Newly identified T helper cell 22 (Th22) is a subset of CD4+ T cells with specific properties apart from other known CD4+ T cell subsets. Th22 is obviously discrete from Th17 and Th1 subsets by production of interleukin (IL)-22 but not IL-17 or IFN-γ, and also with distinguished expression of aryl hydrocarbon receptor (AHR) as the key transcription factor. This T helper subset, by producing pro-inflammatory cytokines such as IL-22 and tumor necrosis factor-α (TNF-α), is implicated in the pathogenesis of inflammatory and autoimmune disorder. This review discusses the role of Th22 and its cytokine IL-22 in the immunopathogenesis of autoimmune disease including acute coronary syndrome, psoriasis, atopic dermatitis, rheumatoid arthritis, systemic lupus erythematosus, Behçet’s disease, type 1 and 2 diabetes and immune thrombocytopenia.

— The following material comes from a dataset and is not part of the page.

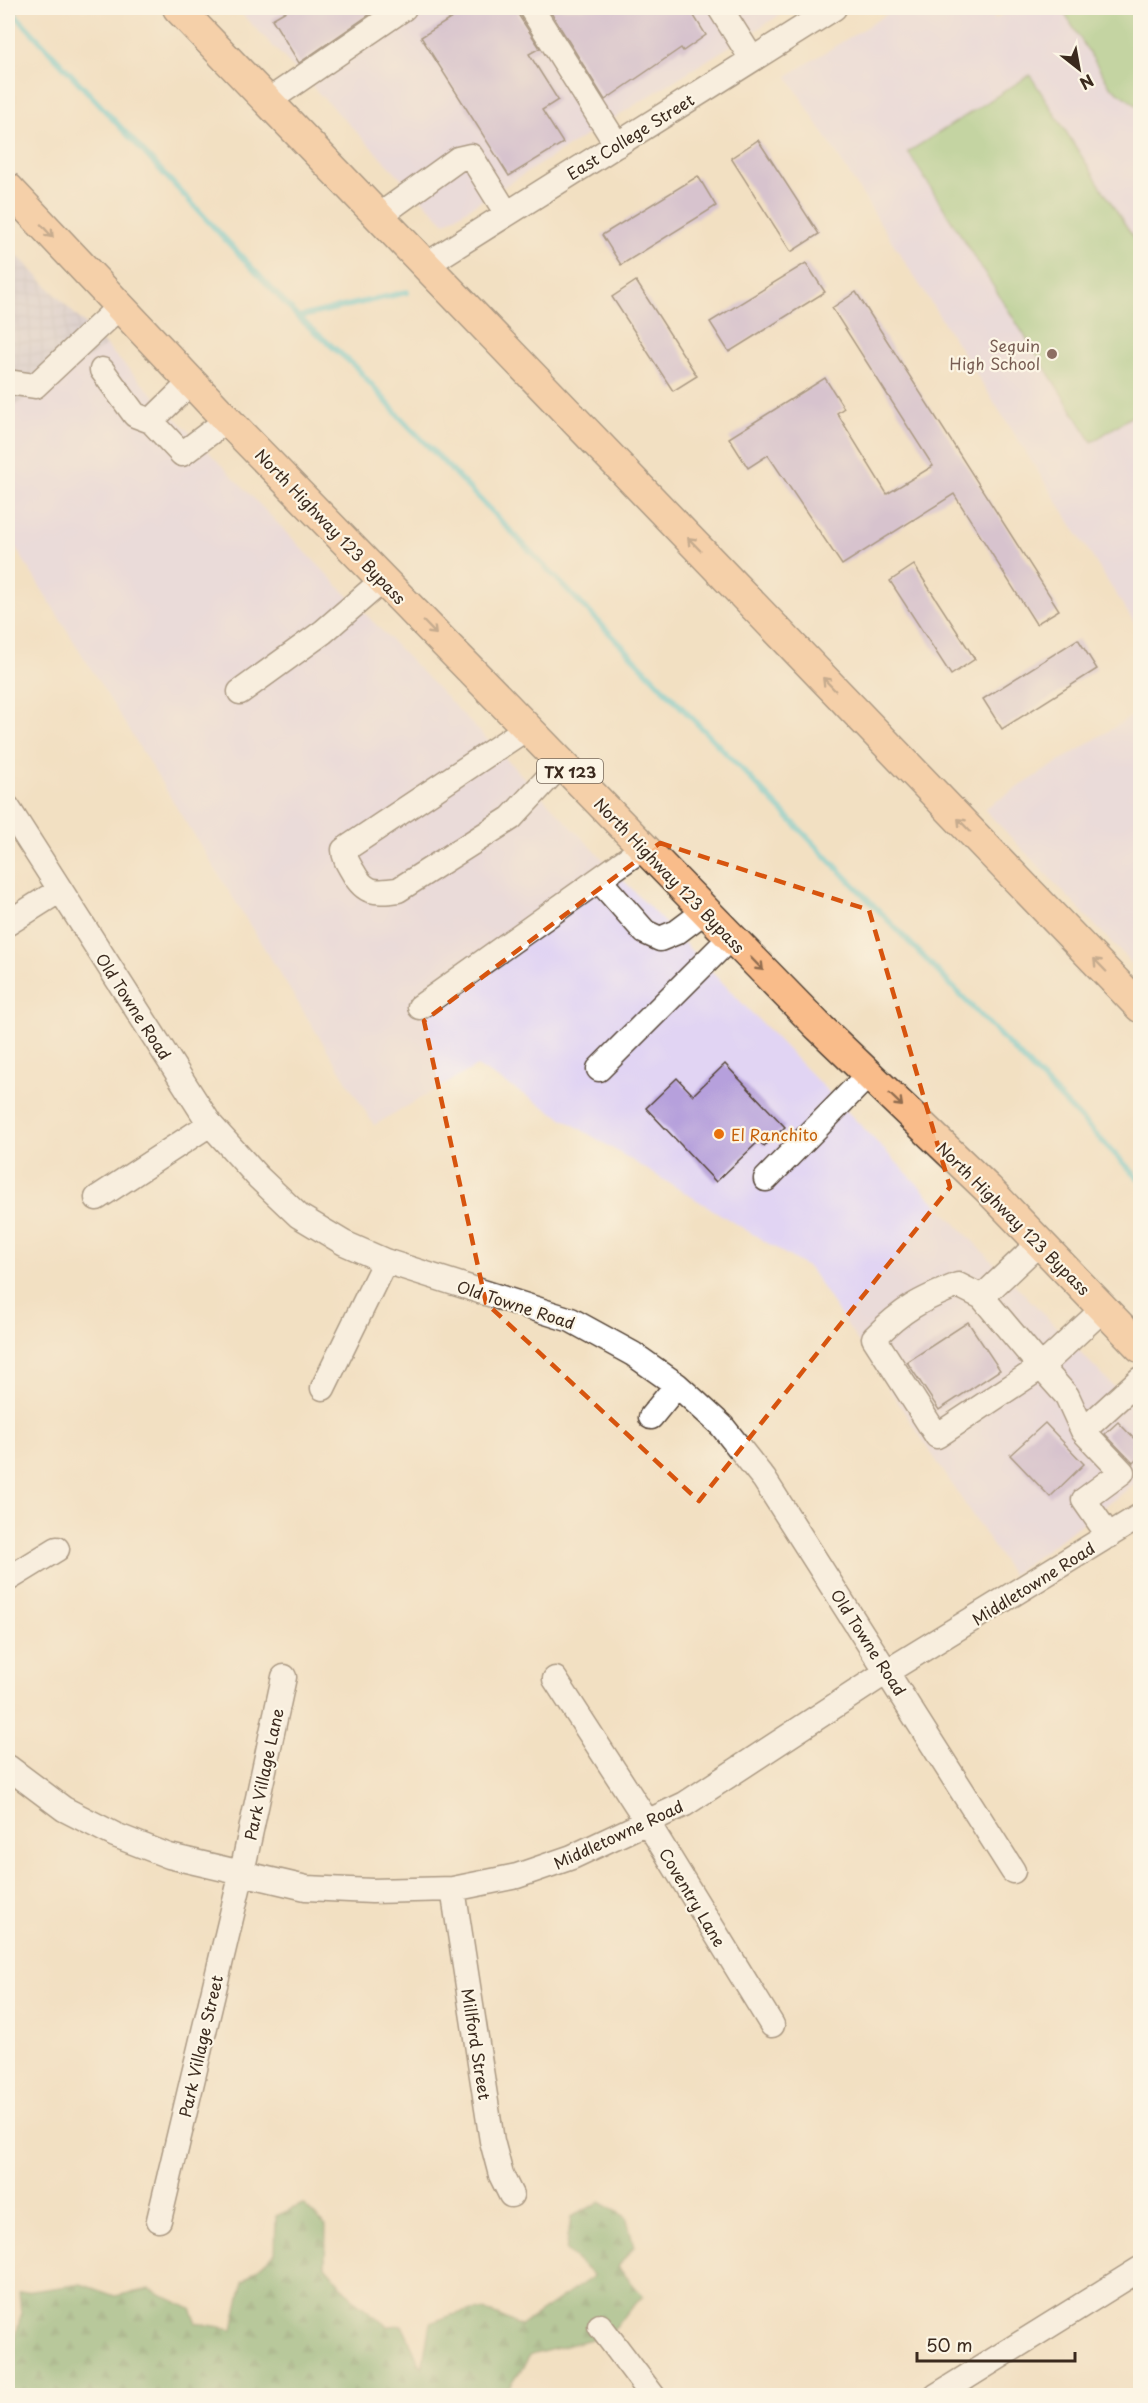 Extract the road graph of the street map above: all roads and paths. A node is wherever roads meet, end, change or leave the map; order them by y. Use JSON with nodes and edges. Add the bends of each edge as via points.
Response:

Th22 could almost be subsumed under the dominant Th17, just as Th9 could have been under Th2. But they are distinct: Th22 cells do not produce Th17, just as Th9 cells do not enumerate IL4; among other differences like cell surface markers.
What is more clinically relevant is their distinct contributions to host defence in health, and pathogenesis in disease. While Th9 evidently plays a key role in the pathogenesis of... Psoriatic Arthritis, Th22 cells were preferentially distributed in psoriatic skin in contrast to psoriatic synovium.

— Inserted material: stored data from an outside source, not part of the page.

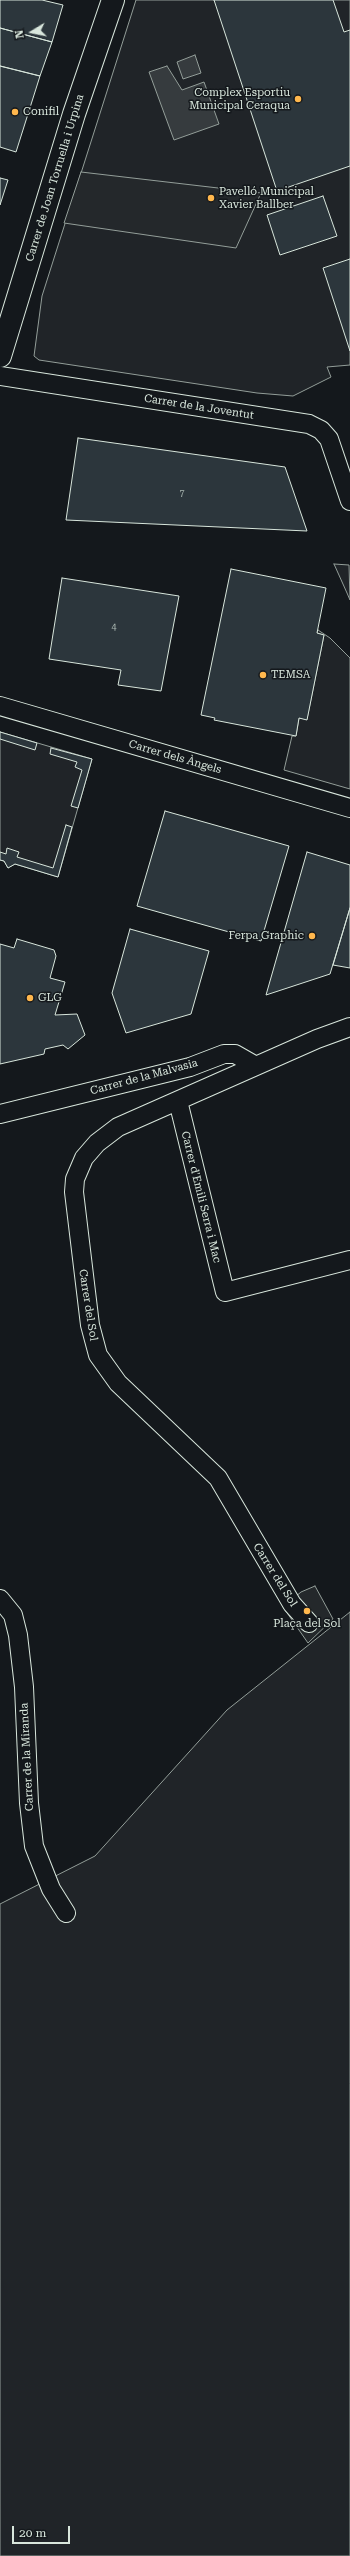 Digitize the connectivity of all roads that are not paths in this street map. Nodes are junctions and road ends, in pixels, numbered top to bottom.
1 (113, 0) edge
2 (0, 356) edge
3 (0, 376) edge
4 (350, 501) edge
5 (0, 706) edge
6 (350, 808) edge
7 (350, 1027) edge
8 (256, 1066) junction
9 (178, 1101) junction
10 (0, 1114) edge
11 (350, 1260) edge
12 (0, 1599) edge
13 (309, 1623) dead end
14 (66, 1913) dead end

1 - 2 street, Carrer de Joan Torruella i Urpina
3 - 4 street, Carrer de la Joventut
5 - 6 street, Carrer dels Àngels
7 - 8 street
8 - 9 street, Carrer del Sol
8 - 10 street, Carrer de la Malvasia
9 - 11 street, Carrer d'Emili Serra i Mac
9 - 13 street, Carrer del Sol
12 - 14 street, Carrer de la Miranda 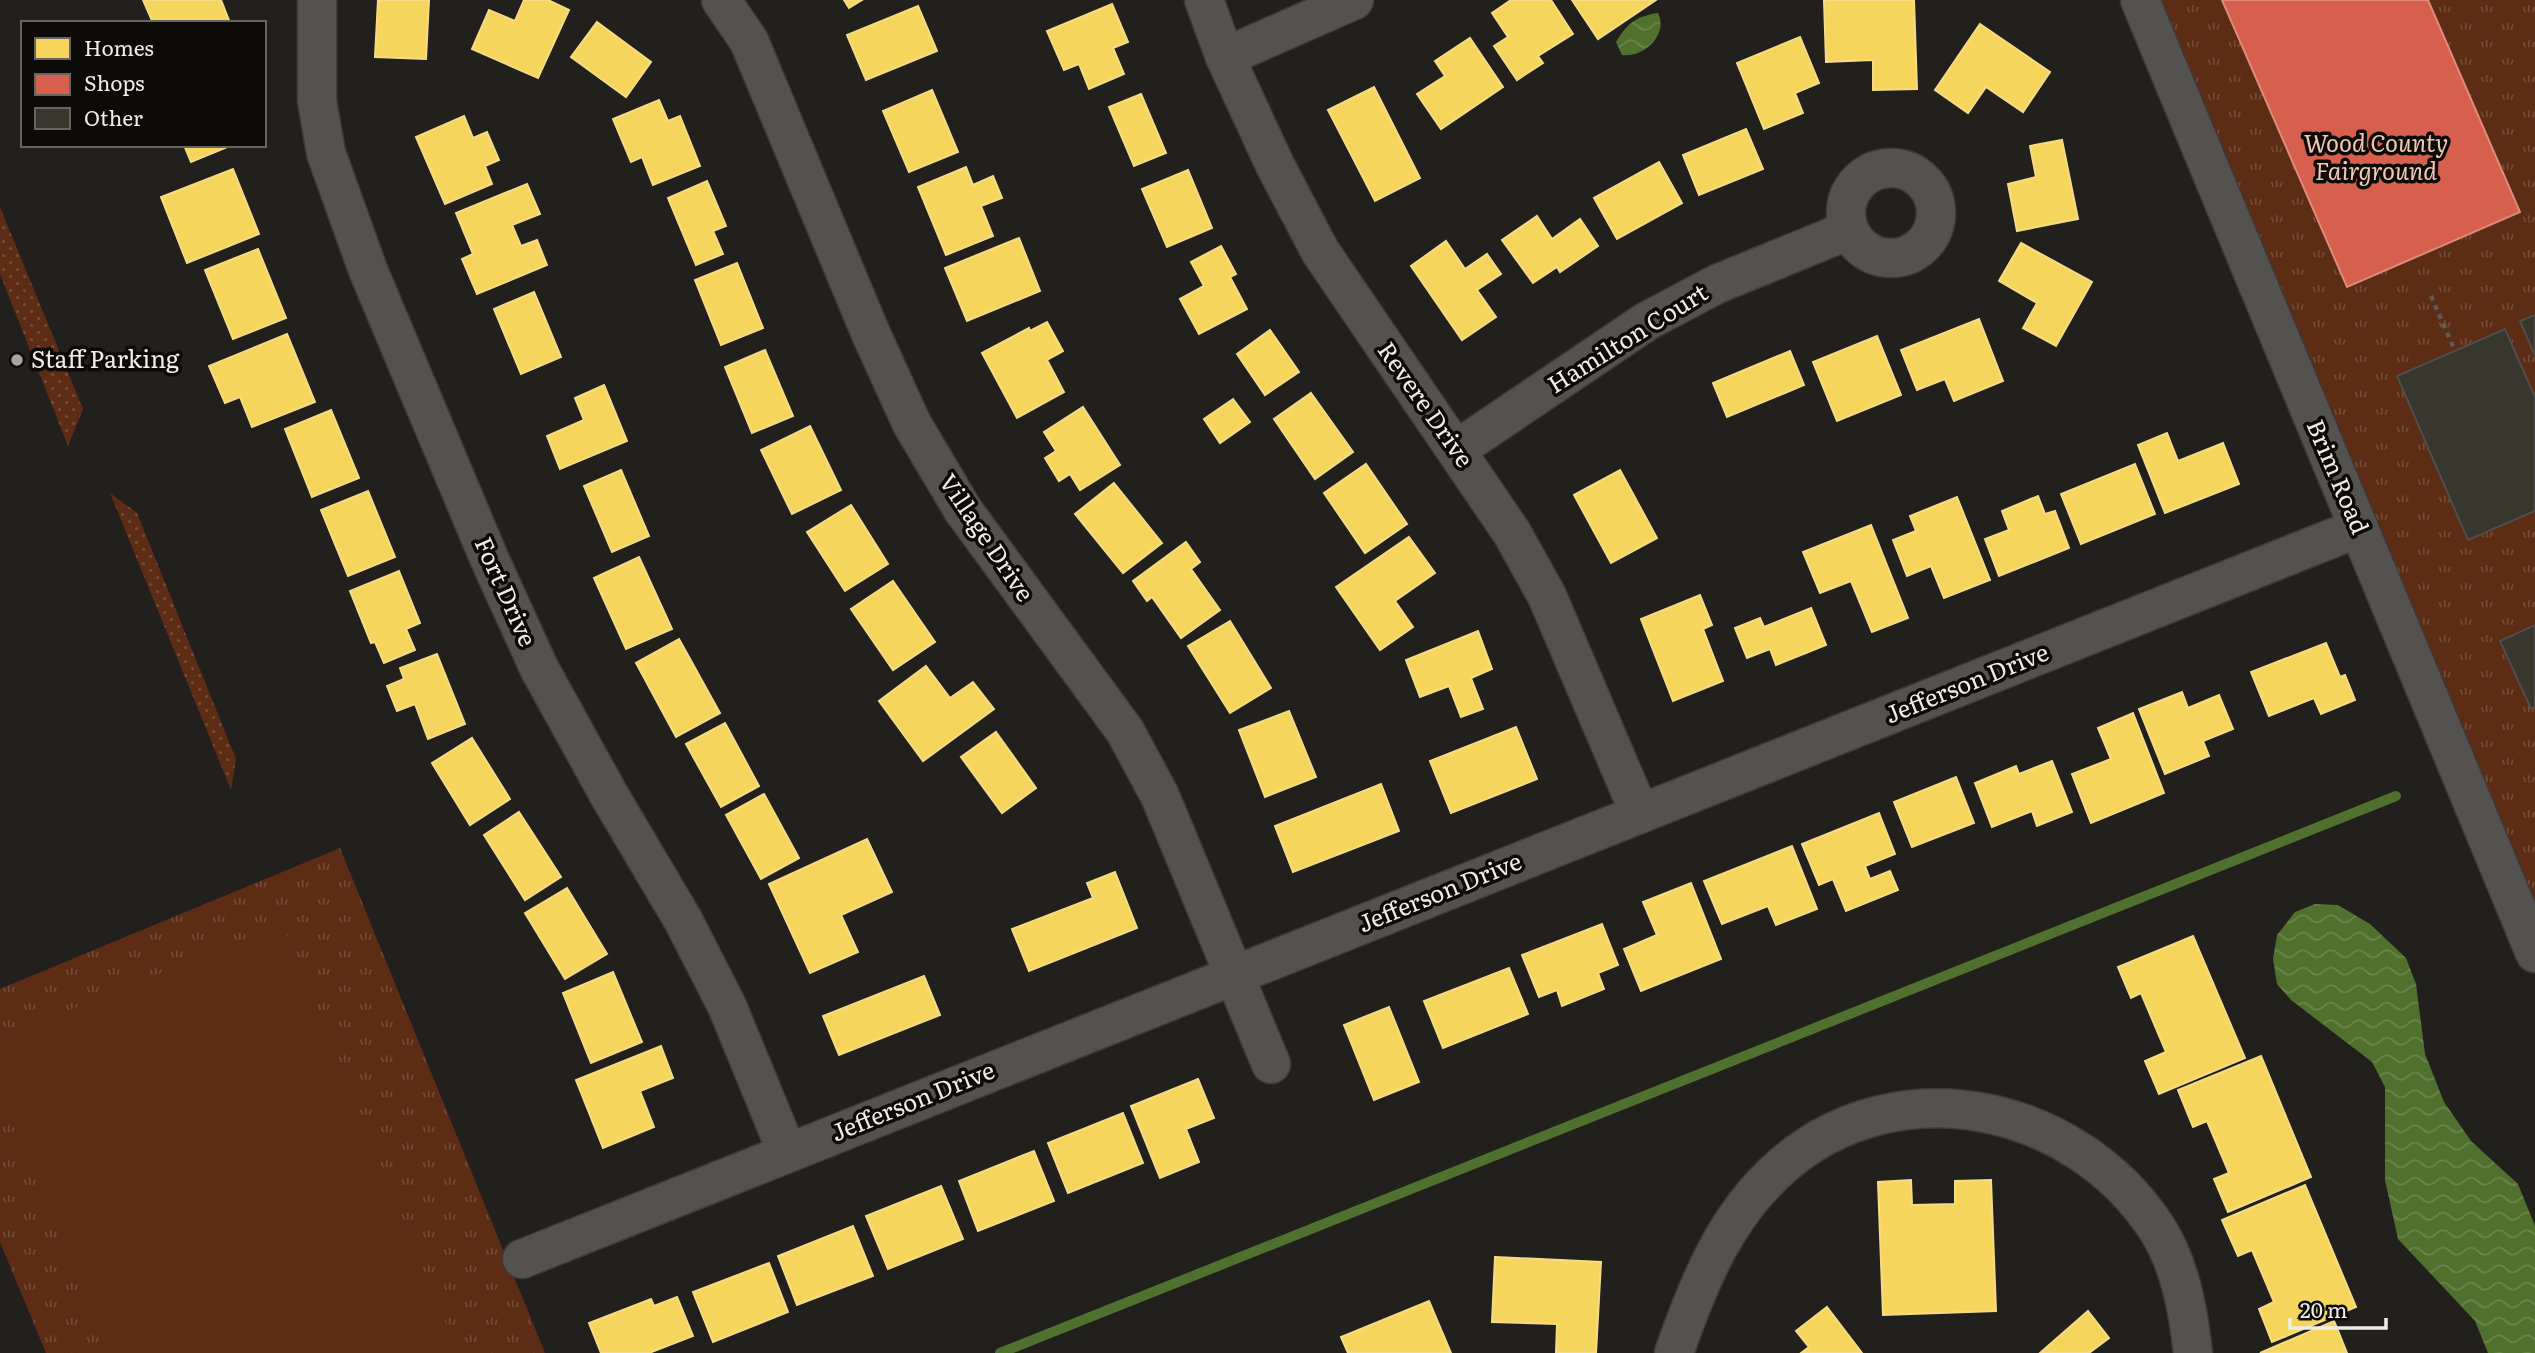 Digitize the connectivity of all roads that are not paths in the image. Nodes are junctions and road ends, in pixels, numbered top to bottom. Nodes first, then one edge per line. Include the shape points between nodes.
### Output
1 (317, 0) edge
2 (722, 0) edge
3 (1204, 0) edge
4 (1354, 0) edge
5 (2140, 0) edge
6 (1225, 57) junction
7 (1849, 230) dead end
8 (1456, 450) junction
9 (2358, 528) junction
10 (1640, 814) junction
11 (2535, 953) edge
12 (1234, 974) junction
13 (1272, 1064) dead end
14 (787, 1152) junction
15 (522, 1259) dead end
16 (1674, 1353) edge
17 (2193, 1353) edge

1 - 14 street, Fort Drive via 317,101 326,153 368,270 539,668 727,1006
2 - 12 street, Village Drive via 749,41 912,424 963,510 1125,731 1160,796
3 - 6 street, Revere Drive
4 - 6 street
5 - 9 street, Brim Road
6 - 8 street, Revere Drive via 1320,251
7 - 8 street, Hamilton Court via 1717,284 1647,321
8 - 10 street, Revere Drive via 1512,533 1546,596
9 - 10 street, Jefferson Drive
9 - 11 street, Brim Road
10 - 12 street, Jefferson Drive
12 - 13 street, Village Drive
12 - 14 street, Jefferson Drive
14 - 15 street, Jefferson Drive
16 - 17 street via 1719,1244 1747,1203 1782,1167 1821,1138 1866,1117 1939,1106 1989,1112 2037,1128 2070,1143 2110,1172 2142,1208 2168,1249 2186,1306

As our understanding of the biology of the newer T-helper subsets (Th9 and Th22) improve, it may help us understand why treatments like Secukinumab and Ustekinumab used in the treatment of broadly Th17-mediated diseases can result in surprisingly divergent effects.
Psoriasis is not "forme fruste" Psoriatic Arthritis, neither is Ulcerative Colitis "limited" Crohn's Disease. Th22 and Th9 may be nuancing Th1, Th2 and Th17 to differentiate these phenotypes.